Massachusetts Governor Mitt Romney intends to do something about the health care problem in his state.

Does his plan address the inefficiencies and inequities of a private, multi-payer system? Hardly. He just intends to push his state further on down the same old road, getting everyone in deeper and deeper.

Romney's plan will provide subsidies for those who can't afford insurance. Other uninsured residents whom the state deems can afford health insurance will be required to purchase it for themselves and their families:

    Romney...would apply the individual insurance requirement to everyone. He wants to combine the requirement with rule changes that would allow insurance companies to offer limited, low-cost policies, and wants to provide state subsidies to help low-income people buy the policies. Under his plan, residents who choose not to obtain health insurance would face tax penalties and even the garnishment of their wages.

    "I don't see how it works without an individual mandate," Romney said.

Push on, fools. Push on.

October 19, 2005

Why Are So Few of Us Asking Why?

Does anyone still doubt that the administration of George W. Bush will be remembered as the most incompetent and corrupt administration in history?

This administration is a noxious brew consisting of the arrogance of Marie Antoinette (Let them eat yellowcake), the villainy of Madam Defarge, and a liberal helping of low French farce. The overall effect would be comical were it not so tragic.

The last five years have seen so many blunders, abuses of power, and blatant attempts to distort and deceive that it's almost too much to keep track of it all. It's as though this administration has purposely adopted a strategy of overwhelming the public with one travesty after another, so as to keep us from focusing on any one.

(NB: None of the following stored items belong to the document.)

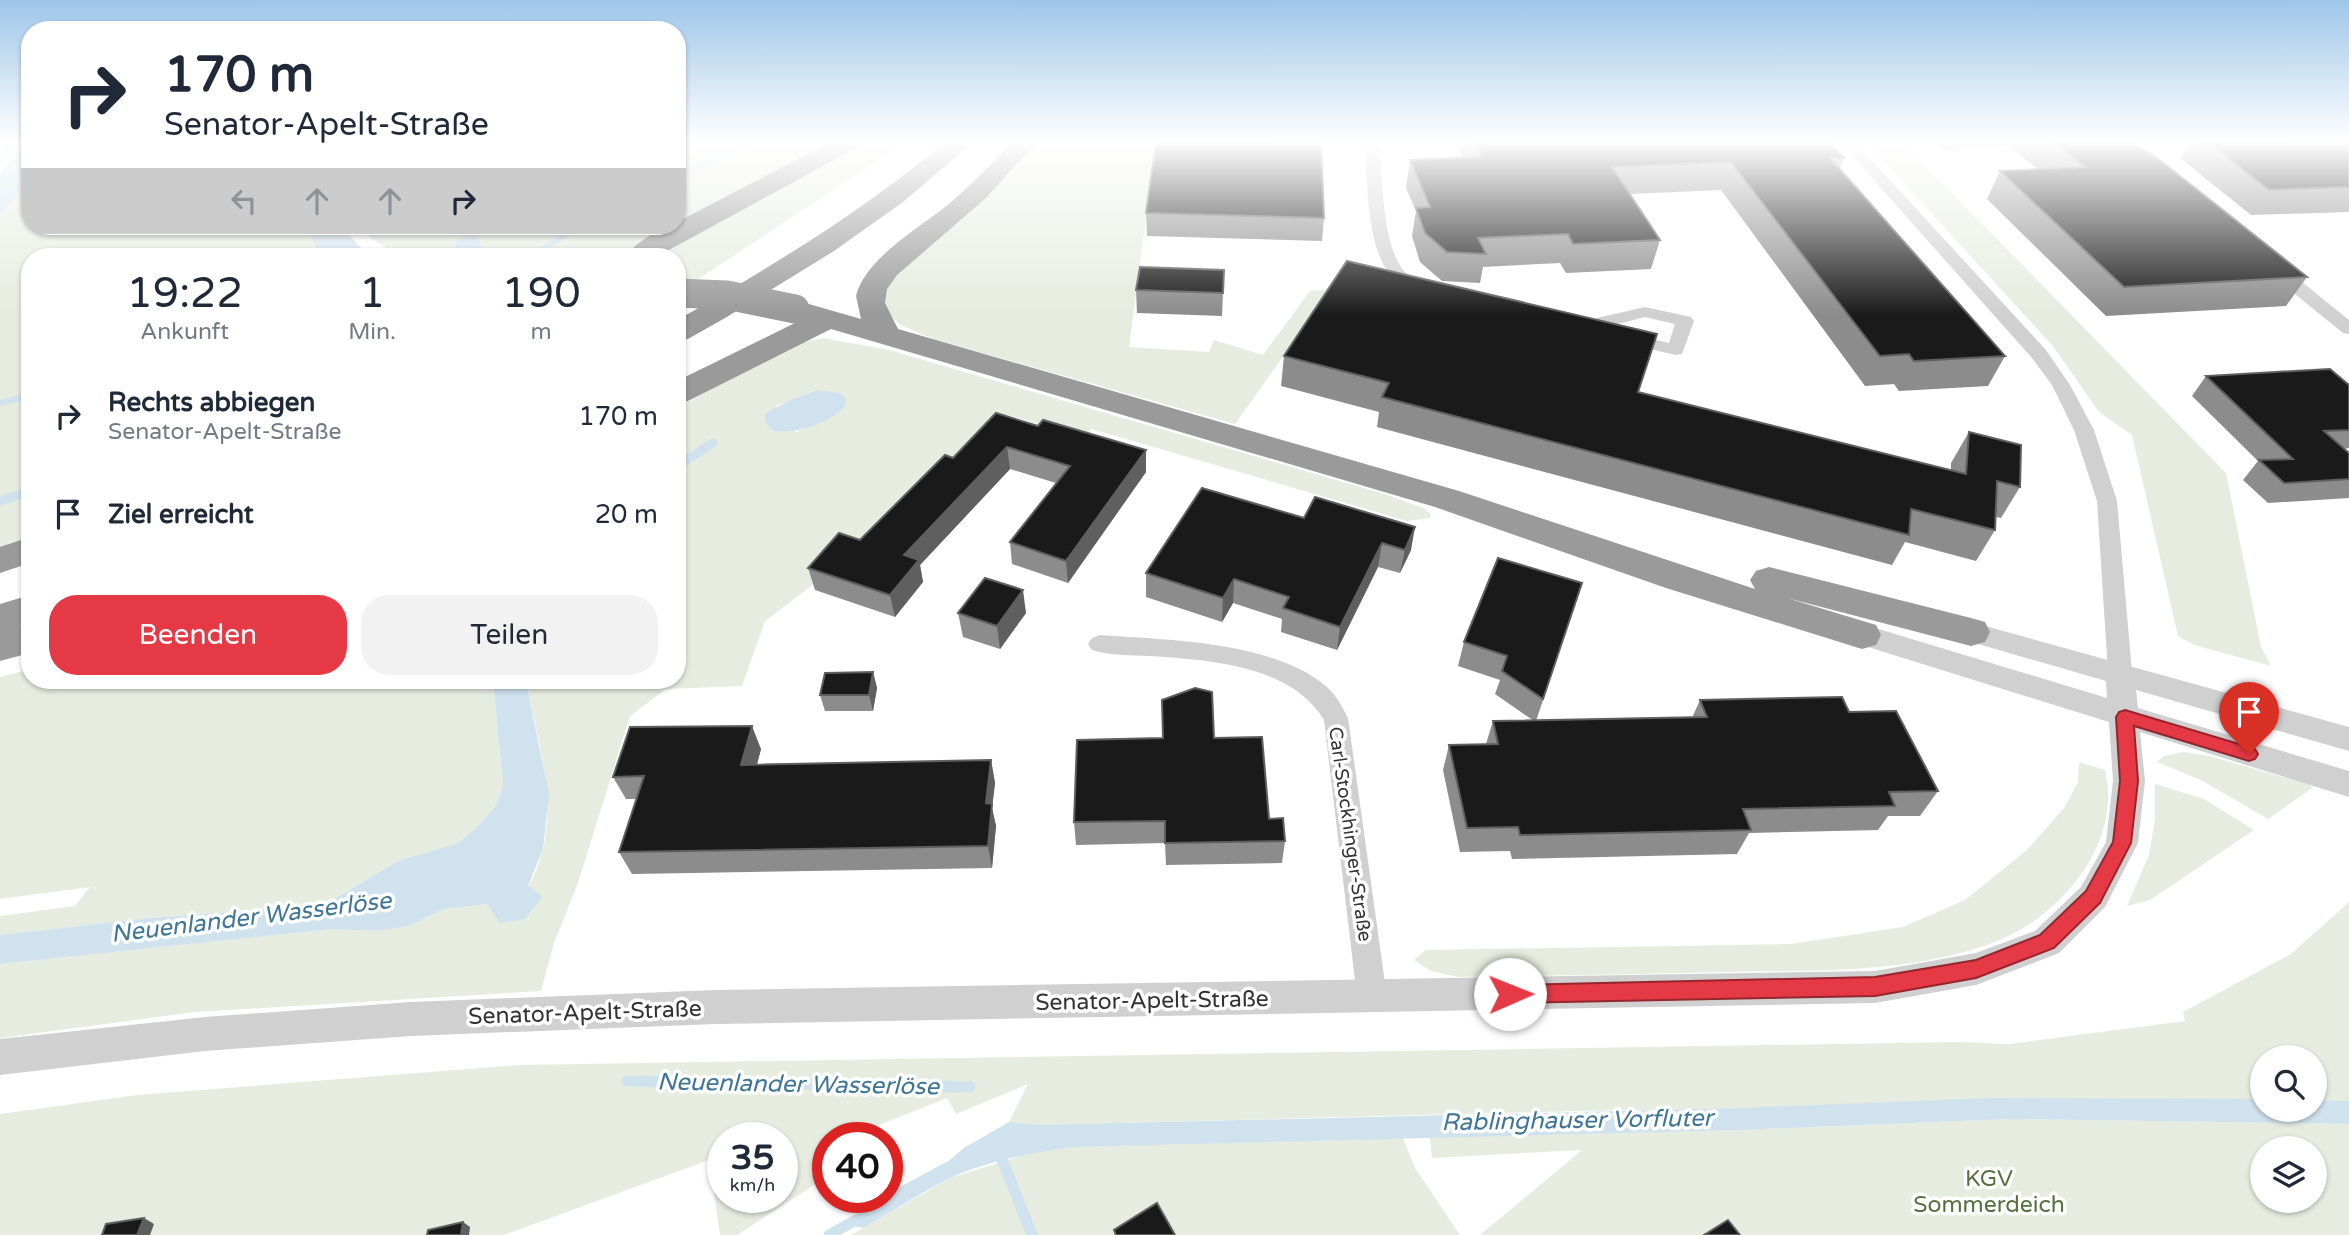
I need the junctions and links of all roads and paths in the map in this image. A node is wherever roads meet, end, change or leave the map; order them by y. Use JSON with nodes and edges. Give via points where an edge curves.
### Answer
{"nodes":[{"id":1,"x":742,"y":200,"type":"edge"},
{"id":2,"x":848,"y":200,"type":"edge"},
{"id":3,"x":889,"y":200,"type":"edge"},
{"id":4,"x":969,"y":200,"type":"edge"},
{"id":5,"x":1378,"y":200,"type":"edge"},
{"id":6,"x":1899,"y":200,"type":"edge"},
{"id":7,"x":686,"y":229,"type":"edge"},
{"id":8,"x":674,"y":235,"type":"edge"},
{"id":9,"x":651,"y":248,"type":"edge"},
{"id":10,"x":2265,"y":261,"type":"edge"},
{"id":11,"x":686,"y":293,"type":"edge"},
{"id":12,"x":1437,"y":293,"type":"edge"},
{"id":13,"x":686,"y":299,"type":"edge"},
{"id":14,"x":828,"y":318,"type":"junction"},
{"id":15,"x":686,"y":328,"type":"edge"},
{"id":16,"x":2349,"y":329,"type":"edge"},
{"id":17,"x":889,"y":338,"type":"junction"},
{"id":18,"x":686,"y":389,"type":"edge"},
{"id":19,"x":1447,"y":499,"type":"junction"},
{"id":20,"x":21,"y":553,"type":"edge"},
{"id":21,"x":0,"y":560,"type":"edge"},
{"id":22,"x":21,"y":580,"type":"edge"},
{"id":23,"x":0,"y":586,"type":"edge"},
{"id":24,"x":21,"y":612,"type":"edge"},
{"id":25,"x":0,"y":618,"type":"edge"},
{"id":26,"x":1971,"y":632,"type":"joint"},
{"id":27,"x":1862,"y":635,"type":"joint"},
{"id":28,"x":21,"y":640,"type":"edge"},
{"id":29,"x":1100,"y":645,"type":"dead end"},
{"id":30,"x":0,"y":646,"type":"edge"},
{"id":31,"x":2120,"y":672,"type":"junction"},
{"id":32,"x":2125,"y":717,"type":"junction"},
{"id":33,"x":2349,"y":739,"type":"edge"},
{"id":34,"x":2349,"y":784,"type":"edge"},
{"id":35,"x":1372,"y":997,"type":"junction"},
{"id":36,"x":0,"y":1057,"type":"edge"}],
"edges":[{"from":1,"to":7,"type":"highway"},
{"from":2,"to":13,"type":"highway"},
{"from":3,"to":15,"type":"highway","via":[[771,279]]},
{"from":4,"to":17,"type":"highway","via":[[883,274],[872,290],[871,309]]},
{"from":5,"to":12,"type":"street","via":[[1391,264],[1400,278]]},
{"from":6,"to":31,"type":"street","via":[[2039,354],[2084,430],[2107,501]]},
{"from":8,"to":9,"type":"highway"},
{"from":10,"to":16,"type":"street"},
{"from":11,"to":14,"type":"highway","bridge":true,"via":[[727,295]]},
{"from":14,"to":17,"type":"highway"},
{"from":14,"to":18,"type":"highway"},
{"from":17,"to":19,"type":"highway"},
{"from":19,"to":26,"type":"highway","via":[[1623,538],[1839,600]]},
{"from":19,"to":27,"type":"highway","via":[[1679,579]]},
{"from":20,"to":21,"type":"highway"},
{"from":22,"to":23,"type":"highway"},
{"from":24,"to":25,"type":"highway"},
{"from":26,"to":31,"type":"street"},
{"from":27,"to":32,"type":"street"},
{"from":28,"to":30,"type":"highway"},
{"from":29,"to":35,"type":"street","name":"Carl-Stockhinger-Straße","via":[[1211,652],[1282,673],[1320,694],[1335,718]]},
{"from":31,"to":32,"type":"street","name":"Senator-Apelt-Straße"},
{"from":31,"to":33,"type":"street"},
{"from":32,"to":34,"type":"street"},
{"from":32,"to":35,"type":"street","name":"Senator-Apelt-Straße","via":[[2129,781],[2122,843],[2093,897],[2047,942],[1976,969],[1875,986]]},
{"from":35,"to":36,"type":"street","name":"Senator-Apelt-Straße","via":[[716,1007],[439,1018],[205,1034]]}]}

But the one travesty we must focus on is the Iraq war, and the false reasons the administration gave for dragging this country into it.

In yesterday's online American Prospect, Matthew Yglesias attempts to sweep away all the distractions and redirect our attention on what should be the overarching issue of the day:

    The war was about nuclear weapons and uranium related to nuclear weapons -- and so important things hinged on the uranium.

    For the past couple of years, the press and the political system have gone into a remarkable amount of denial about this. At some point, Bush changed his mind and decided we went to war in order to build a pluralistic democracy in Iraq. And in light of the WMD realities on the ground, you can see why he did it. Bizarrely, however, huge numbers of other people, including liberal pundits, analysts, and members of Congress, have gone along with this switcheroo...

    That's all silly. Bush never would have gone on and on about the alleged nuclear program unless he had a reason of some sort for doing so. And of course he had a reason. If he'd stood on the floor of the House and said "Iraq poses no threat to the United States and will pose no such threat for the foreseeable future, but we should invade anyway to make it a democracy," people would have laughed at him.

Yglesias ends with a simple statement of truth that can't be emphasized enough:

    That the nukes we went in to eliminate did not, in fact, exist is scandal of monumental proportions.

But in reality, it is not. Why?

And if the stated reasons for invading Iraq were incorrect at best or lies at worst, why are we still there?

And for that matter, why is George Bush still in the White House?

October 18, 2005

Mopping Up at the White House

The Washington rumor mill was spinning so fast and furiously today that it could have generated enough electricity to heat the entire northeast all winter long.

The buzz has Vice President Cheney about to resign over the Valerie Plame leak.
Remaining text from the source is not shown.